··· SUPPLIED MATERIAL
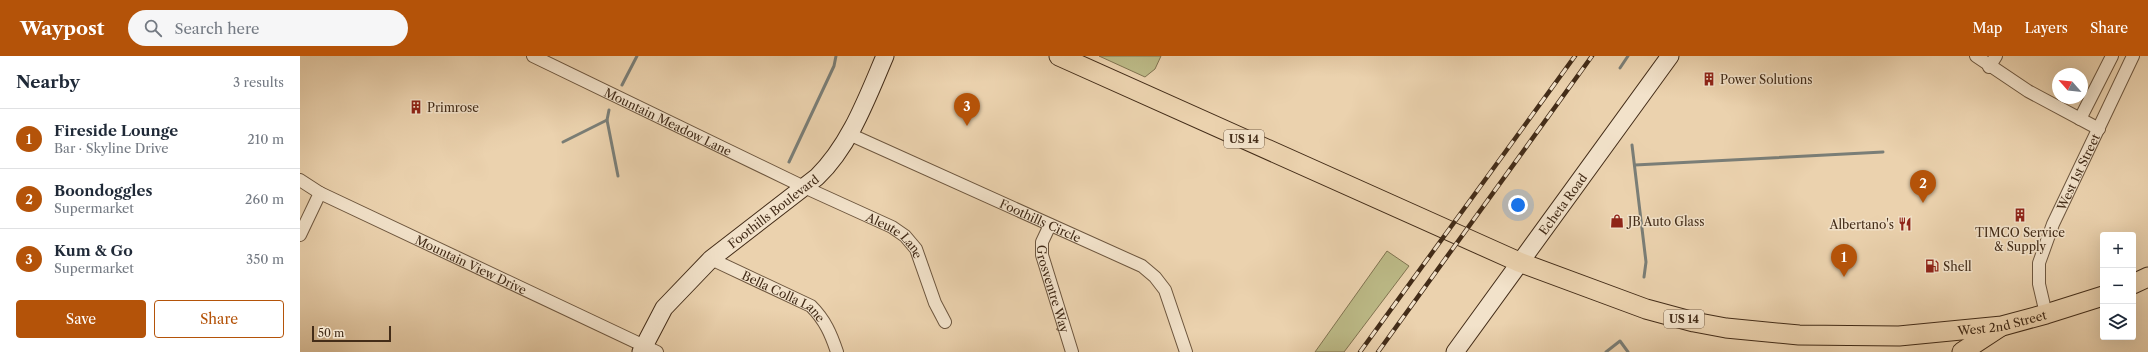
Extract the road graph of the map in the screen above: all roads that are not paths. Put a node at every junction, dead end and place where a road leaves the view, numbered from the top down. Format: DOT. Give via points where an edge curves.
graph roads {
  1 [pos="533,56"];
  2 [pos="886,56"];
  3 [pos="1059,56"];
  4 [pos="1670,56"];
  5 [pos="1976,56"];
  6 [pos="1996,56"];
  7 [pos="2112,56"];
  8 [pos="2133,56"];
  9 [pos="1989,67"];
  10 [pos="2080,119"];
  11 [pos="2099,129"];
  12 [pos="849,134"];
  13 [pos="300,180"];
  14 [pos="804,187"];
  15 [pos="320,192"];
  16 [pos="1050,225"];
  17 [pos="300,235"];
  18 [pos="711,260"];
  19 [pos="1519,262"];
  20 [pos="2148,277"];
  21 [pos="2136,283"];
  22 [pos="2100,297"];
  23 [pos="2046,314"];
  24 [pos="945,322"];
  25 [pos="2002,326"];
  26 [pos="1899,344"];
  27 [pos="647,350"];
  28 [pos="837,352"];
  29 [pos="1072,352"];
  30 [pos="1186,352"];
  31 [pos="1455,352"];
  32 [pos="1962,352"];
  1 -- 14 [label="street, Mountain Meadow Lane"];
  2 -- 12 [label="street, Foothills Boulevard"];
  3 -- 19 [label="main road, US 14"];
  4 -- 19 [label="street, Echeta Road"];
  5 -- 9 [label="street"];
  6 -- 9 [label="street"];
  7 -- 10 [label="street"];
  8 -- 11 [label="street, West 1st Street"];
  9 -- 10 [label="street" via="2028,92"];
  10 -- 11 [label="street"];
  11 -- 23 [label="street, West 1st Street" via="2053,224 2038,263 2039,284"];
  12 -- 14 [label="street, Foothills Boulevard" via="832,162"];
  12 -- 16 [label="street, Foothills Circle"];
  13 -- 15 [label="street, Mountain View Drive"];
  14 -- 18 [label="street, Foothills Boulevard"];
  14 -- 24 [label="street, Aleute Lane" via="892,227 905,236 916,249 935,303"];
  15 -- 17 [label="street"];
  15 -- 27 [label="street, Mountain View Drive"];
  16 -- 29 [label="street, Grosventre Way" via="1042,242 1042,255"];
  16 -- 30 [label="street, Foothills Circle" via="1142,266 1155,277 1165,290"];
  18 -- 27 [label="street, Foothills Boulevard" via="664,308"];
  18 -- 28 [label="street, Bella Colla Lane" via="811,306 822,317 830,331"];
  19 -- 26 [label="main road, US 14" via="1646,309 1694,322 1726,328"];
  19 -- 31 [label="street, Echeta Road"];
  20 -- 21 [label="main road"];
  22 -- 23 [label="main road, West 2nd Street"];
  23 -- 25 [label="main road, West 2nd Street"];
  25 -- 26 [label="main road, West 2nd Street"];
  25 -- 32 [label="main road"];
}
······
▶ EXERCISE AIM
Apart from the pictures, every line of the data above should be given again exactly.

▶ COMPLETED TASK
Extract the road graph of the map in the screen above: all roads that are not paths. Put a node at every junction, dead end and place where a road leaves the view, numbered from the top down. Format: DOT. Give via points where an edge curves.
graph roads {
  1 [pos="533,56"];
  2 [pos="886,56"];
  3 [pos="1059,56"];
  4 [pos="1670,56"];
  5 [pos="1976,56"];
  6 [pos="1996,56"];
  7 [pos="2112,56"];
  8 [pos="2133,56"];
  9 [pos="1989,67"];
  10 [pos="2080,119"];
  11 [pos="2099,129"];
  12 [pos="849,134"];
  13 [pos="300,180"];
  14 [pos="804,187"];
  15 [pos="320,192"];
  16 [pos="1050,225"];
  17 [pos="300,235"];
  18 [pos="711,260"];
  19 [pos="1519,262"];
  20 [pos="2148,277"];
  21 [pos="2136,283"];
  22 [pos="2100,297"];
  23 [pos="2046,314"];
  24 [pos="945,322"];
  25 [pos="2002,326"];
  26 [pos="1899,344"];
  27 [pos="647,350"];
  28 [pos="837,352"];
  29 [pos="1072,352"];
  30 [pos="1186,352"];
  31 [pos="1455,352"];
  32 [pos="1962,352"];
  1 -- 14 [label="street, Mountain Meadow Lane"];
  2 -- 12 [label="street, Foothills Boulevard"];
  3 -- 19 [label="main road, US 14"];
  4 -- 19 [label="street, Echeta Road"];
  5 -- 9 [label="street"];
  6 -- 9 [label="street"];
  7 -- 10 [label="street"];
  8 -- 11 [label="street, West 1st Street"];
  9 -- 10 [label="street" via="2028,92"];
  10 -- 11 [label="street"];
  11 -- 23 [label="street, West 1st Street" via="2053,224 2038,263 2039,284"];
  12 -- 14 [label="street, Foothills Boulevard" via="832,162"];
  12 -- 16 [label="street, Foothills Circle"];
  13 -- 15 [label="street, Mountain View Drive"];
  14 -- 18 [label="street, Foothills Boulevard"];
  14 -- 24 [label="street, Aleute Lane" via="892,227 905,236 916,249 935,303"];
  15 -- 17 [label="street"];
  15 -- 27 [label="street, Mountain View Drive"];
  16 -- 29 [label="street, Grosventre Way" via="1042,242 1042,255"];
  16 -- 30 [label="street, Foothills Circle" via="1142,266 1155,277 1165,290"];
  18 -- 27 [label="street, Foothills Boulevard" via="664,308"];
  18 -- 28 [label="street, Bella Colla Lane" via="811,306 822,317 830,331"];
  19 -- 26 [label="main road, US 14" via="1646,309 1694,322 1726,328"];
  19 -- 31 [label="street, Echeta Road"];
  20 -- 21 [label="main road"];
  22 -- 23 [label="main road, West 2nd Street"];
  23 -- 25 [label="main road, West 2nd Street"];
  25 -- 26 [label="main road, West 2nd Street"];
  25 -- 32 [label="main road"];
}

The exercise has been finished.